*Task*:
When you return the entries, keep every word and mark exactly as it is.

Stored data
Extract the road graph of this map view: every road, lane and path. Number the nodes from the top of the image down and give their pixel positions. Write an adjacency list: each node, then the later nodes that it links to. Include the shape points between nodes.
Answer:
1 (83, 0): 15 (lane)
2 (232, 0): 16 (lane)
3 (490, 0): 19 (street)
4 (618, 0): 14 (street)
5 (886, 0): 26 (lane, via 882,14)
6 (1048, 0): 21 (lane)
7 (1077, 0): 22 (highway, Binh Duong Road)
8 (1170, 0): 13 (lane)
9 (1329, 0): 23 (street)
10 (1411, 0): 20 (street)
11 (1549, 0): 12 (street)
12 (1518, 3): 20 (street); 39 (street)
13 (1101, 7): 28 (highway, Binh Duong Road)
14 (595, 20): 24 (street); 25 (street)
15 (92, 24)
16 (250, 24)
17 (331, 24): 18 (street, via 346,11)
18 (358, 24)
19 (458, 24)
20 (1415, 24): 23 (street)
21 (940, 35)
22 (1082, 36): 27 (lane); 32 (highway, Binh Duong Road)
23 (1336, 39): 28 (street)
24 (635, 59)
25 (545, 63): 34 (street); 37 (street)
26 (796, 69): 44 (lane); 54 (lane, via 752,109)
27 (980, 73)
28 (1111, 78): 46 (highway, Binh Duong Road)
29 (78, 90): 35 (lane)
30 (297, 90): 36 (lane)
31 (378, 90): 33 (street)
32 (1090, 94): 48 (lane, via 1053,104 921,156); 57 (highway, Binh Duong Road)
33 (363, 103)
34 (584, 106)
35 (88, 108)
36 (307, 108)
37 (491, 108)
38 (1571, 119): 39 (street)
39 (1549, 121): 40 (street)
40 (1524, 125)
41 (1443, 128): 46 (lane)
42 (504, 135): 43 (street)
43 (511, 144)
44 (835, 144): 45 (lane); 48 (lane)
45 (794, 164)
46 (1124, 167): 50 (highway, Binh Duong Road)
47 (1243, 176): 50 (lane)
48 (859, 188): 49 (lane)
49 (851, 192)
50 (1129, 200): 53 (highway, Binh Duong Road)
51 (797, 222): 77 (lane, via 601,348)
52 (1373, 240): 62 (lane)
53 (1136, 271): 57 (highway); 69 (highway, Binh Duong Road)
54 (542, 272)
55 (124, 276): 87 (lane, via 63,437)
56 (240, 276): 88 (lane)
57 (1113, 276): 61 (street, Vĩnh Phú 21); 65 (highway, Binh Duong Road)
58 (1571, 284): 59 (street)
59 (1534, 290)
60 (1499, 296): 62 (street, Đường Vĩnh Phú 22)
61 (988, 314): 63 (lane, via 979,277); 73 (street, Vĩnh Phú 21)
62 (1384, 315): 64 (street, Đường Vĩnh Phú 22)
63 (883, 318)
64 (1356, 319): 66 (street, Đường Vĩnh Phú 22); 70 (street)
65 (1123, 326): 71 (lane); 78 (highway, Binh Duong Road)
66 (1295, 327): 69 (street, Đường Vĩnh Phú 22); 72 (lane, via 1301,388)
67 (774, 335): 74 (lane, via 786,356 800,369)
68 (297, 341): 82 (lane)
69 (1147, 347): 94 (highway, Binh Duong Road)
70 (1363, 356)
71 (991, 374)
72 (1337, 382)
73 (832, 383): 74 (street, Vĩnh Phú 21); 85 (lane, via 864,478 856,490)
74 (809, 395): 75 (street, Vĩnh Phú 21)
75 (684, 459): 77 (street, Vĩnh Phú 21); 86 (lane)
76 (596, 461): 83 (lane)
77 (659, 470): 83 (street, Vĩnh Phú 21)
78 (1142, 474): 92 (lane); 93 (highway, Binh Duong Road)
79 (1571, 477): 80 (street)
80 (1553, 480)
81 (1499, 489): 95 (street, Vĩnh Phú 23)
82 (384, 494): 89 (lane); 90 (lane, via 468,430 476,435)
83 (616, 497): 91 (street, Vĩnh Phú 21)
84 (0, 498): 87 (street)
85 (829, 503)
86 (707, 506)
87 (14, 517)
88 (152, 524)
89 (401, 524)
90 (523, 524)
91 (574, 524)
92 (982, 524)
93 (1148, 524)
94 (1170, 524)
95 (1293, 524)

*Response area*:
Extract the road graph of this map view: every road, lane and path. Number the nodes from the top of the image down and give their pixel positions. Write an adjacency list: each node, then the later nodes that it links to. Include the shape points between nodes.
Answer:
1 (83, 0): 15 (lane)
2 (232, 0): 16 (lane)
3 (490, 0): 19 (street)
4 (618, 0): 14 (street)
5 (886, 0): 26 (lane, via 882,14)
6 (1048, 0): 21 (lane)
7 (1077, 0): 22 (highway, Binh Duong Road)
8 (1170, 0): 13 (lane)
9 (1329, 0): 23 (street)
10 (1411, 0): 20 (street)
11 (1549, 0): 12 (street)
12 (1518, 3): 20 (street); 39 (street)
13 (1101, 7): 28 (highway, Binh Duong Road)
14 (595, 20): 24 (street); 25 (street)
15 (92, 24)
16 (250, 24)
17 (331, 24): 18 (street, via 346,11)
18 (358, 24)
19 (458, 24)
20 (1415, 24): 23 (street)
21 (940, 35)
22 (1082, 36): 27 (lane); 32 (highway, Binh Duong Road)
23 (1336, 39): 28 (street)
24 (635, 59)
25 (545, 63): 34 (street); 37 (street)
26 (796, 69): 44 (lane); 54 (lane, via 752,109)
27 (980, 73)
28 (1111, 78): 46 (highway, Binh Duong Road)
29 (78, 90): 35 (lane)
30 (297, 90): 36 (lane)
31 (378, 90): 33 (street)
32 (1090, 94): 48 (lane, via 1053,104 921,156); 57 (highway, Binh Duong Road)
33 (363, 103)
34 (584, 106)
35 (88, 108)
36 (307, 108)
37 (491, 108)
38 (1571, 119): 39 (street)
39 (1549, 121): 40 (street)
40 (1524, 125)
41 (1443, 128): 46 (lane)
42 (504, 135): 43 (street)
43 (511, 144)
44 (835, 144): 45 (lane); 48 (lane)
45 (794, 164)
46 (1124, 167): 50 (highway, Binh Duong Road)
47 (1243, 176): 50 (lane)
48 (859, 188): 49 (lane)
49 (851, 192)
50 (1129, 200): 53 (highway, Binh Duong Road)
51 (797, 222): 77 (lane, via 601,348)
52 (1373, 240): 62 (lane)
53 (1136, 271): 57 (highway); 69 (highway, Binh Duong Road)
54 (542, 272)
55 (124, 276): 87 (lane, via 63,437)
56 (240, 276): 88 (lane)
57 (1113, 276): 61 (street, Vĩnh Phú 21); 65 (highway, Binh Duong Road)
58 (1571, 284): 59 (street)
59 (1534, 290)
60 (1499, 296): 62 (street, Đường Vĩnh Phú 22)
61 (988, 314): 63 (lane, via 979,277); 73 (street, Vĩnh Phú 21)
62 (1384, 315): 64 (street, Đường Vĩnh Phú 22)
63 (883, 318)
64 (1356, 319): 66 (street, Đường Vĩnh Phú 22); 70 (street)
65 (1123, 326): 71 (lane); 78 (highway, Binh Duong Road)
66 (1295, 327): 69 (street, Đường Vĩnh Phú 22); 72 (lane, via 1301,388)
67 (774, 335): 74 (lane, via 786,356 800,369)
68 (297, 341): 82 (lane)
69 (1147, 347): 94 (highway, Binh Duong Road)
70 (1363, 356)
71 (991, 374)
72 (1337, 382)
73 (832, 383): 74 (street, Vĩnh Phú 21); 85 (lane, via 864,478 856,490)
74 (809, 395): 75 (street, Vĩnh Phú 21)
75 (684, 459): 77 (street, Vĩnh Phú 21); 86 (lane)
76 (596, 461): 83 (lane)
77 (659, 470): 83 (street, Vĩnh Phú 21)
78 (1142, 474): 92 (lane); 93 (highway, Binh Duong Road)
79 (1571, 477): 80 (street)
80 (1553, 480)
81 (1499, 489): 95 (street, Vĩnh Phú 23)
82 (384, 494): 89 (lane); 90 (lane, via 468,430 476,435)
83 (616, 497): 91 (street, Vĩnh Phú 21)
84 (0, 498): 87 (street)
85 (829, 503)
86 (707, 506)
87 (14, 517)
88 (152, 524)
89 (401, 524)
90 (523, 524)
91 (574, 524)
92 (982, 524)
93 (1148, 524)
94 (1170, 524)
95 (1293, 524)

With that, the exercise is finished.